Stored data

————

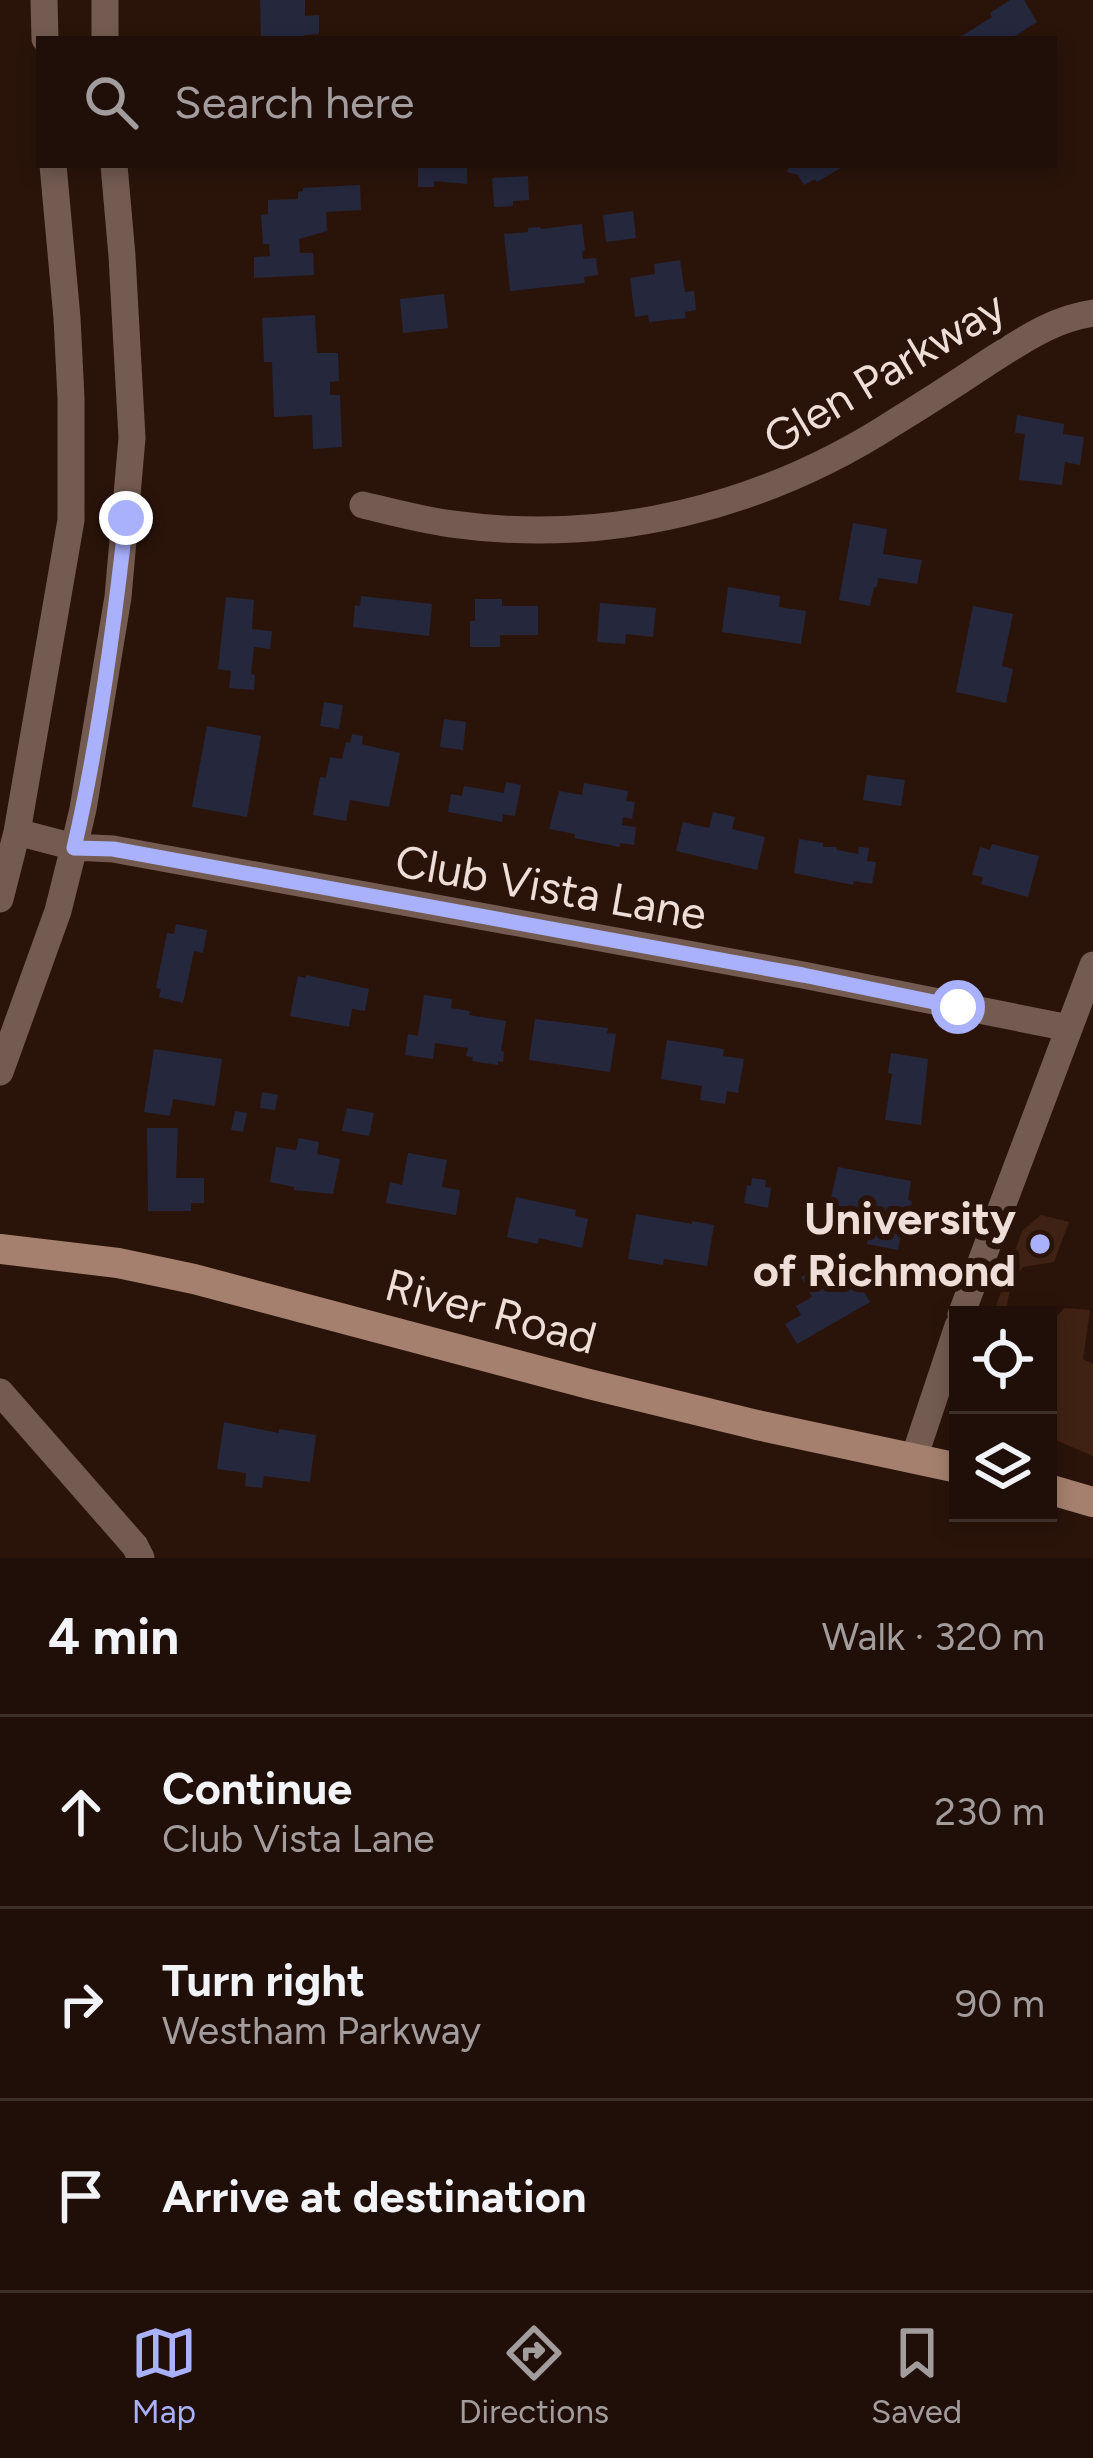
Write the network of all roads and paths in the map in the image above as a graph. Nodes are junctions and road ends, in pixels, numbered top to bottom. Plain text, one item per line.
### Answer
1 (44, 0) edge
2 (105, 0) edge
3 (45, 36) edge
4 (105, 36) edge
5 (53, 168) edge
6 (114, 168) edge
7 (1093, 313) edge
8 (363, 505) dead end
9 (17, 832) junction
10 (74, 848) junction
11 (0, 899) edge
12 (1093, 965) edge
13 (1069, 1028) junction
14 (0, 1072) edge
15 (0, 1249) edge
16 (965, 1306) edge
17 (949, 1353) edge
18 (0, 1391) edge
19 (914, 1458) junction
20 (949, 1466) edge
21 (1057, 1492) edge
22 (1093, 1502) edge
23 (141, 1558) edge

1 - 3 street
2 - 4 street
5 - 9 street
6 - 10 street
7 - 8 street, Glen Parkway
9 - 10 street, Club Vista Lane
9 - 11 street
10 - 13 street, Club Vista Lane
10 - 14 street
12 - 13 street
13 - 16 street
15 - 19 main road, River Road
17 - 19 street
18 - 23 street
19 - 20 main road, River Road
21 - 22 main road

————

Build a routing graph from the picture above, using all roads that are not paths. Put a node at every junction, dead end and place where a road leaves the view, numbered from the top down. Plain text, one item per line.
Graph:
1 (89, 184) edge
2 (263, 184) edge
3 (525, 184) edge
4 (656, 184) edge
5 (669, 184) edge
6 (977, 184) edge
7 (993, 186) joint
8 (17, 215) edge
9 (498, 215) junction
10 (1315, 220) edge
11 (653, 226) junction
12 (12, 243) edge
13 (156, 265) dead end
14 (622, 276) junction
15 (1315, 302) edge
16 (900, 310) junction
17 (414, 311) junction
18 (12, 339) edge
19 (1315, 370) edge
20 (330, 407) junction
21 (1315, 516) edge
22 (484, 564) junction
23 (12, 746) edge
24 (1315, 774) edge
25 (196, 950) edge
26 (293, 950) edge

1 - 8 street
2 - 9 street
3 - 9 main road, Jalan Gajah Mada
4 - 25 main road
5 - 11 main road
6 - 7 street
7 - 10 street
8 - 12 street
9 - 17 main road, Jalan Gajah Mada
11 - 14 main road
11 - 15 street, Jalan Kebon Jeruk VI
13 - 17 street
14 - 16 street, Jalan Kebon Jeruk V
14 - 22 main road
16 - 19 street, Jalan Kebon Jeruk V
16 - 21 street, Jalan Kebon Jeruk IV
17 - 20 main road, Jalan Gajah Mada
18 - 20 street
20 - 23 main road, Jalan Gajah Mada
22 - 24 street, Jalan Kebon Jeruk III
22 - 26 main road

————

**Exercise requirements**
Show the lines from the data above that contain the string "text".

**Result below**
Write the network of all roads and paths in the map in the image above as a graph. Nodes are junctions and road ends, in pixels, numbered top to bottom. Plain text, one item per line.
Build a routing graph from the picture above, using all roads that are not paths. Put a node at every junction, dead end and place where a road leaves the view, numbered from the top down. Plain text, one item per line.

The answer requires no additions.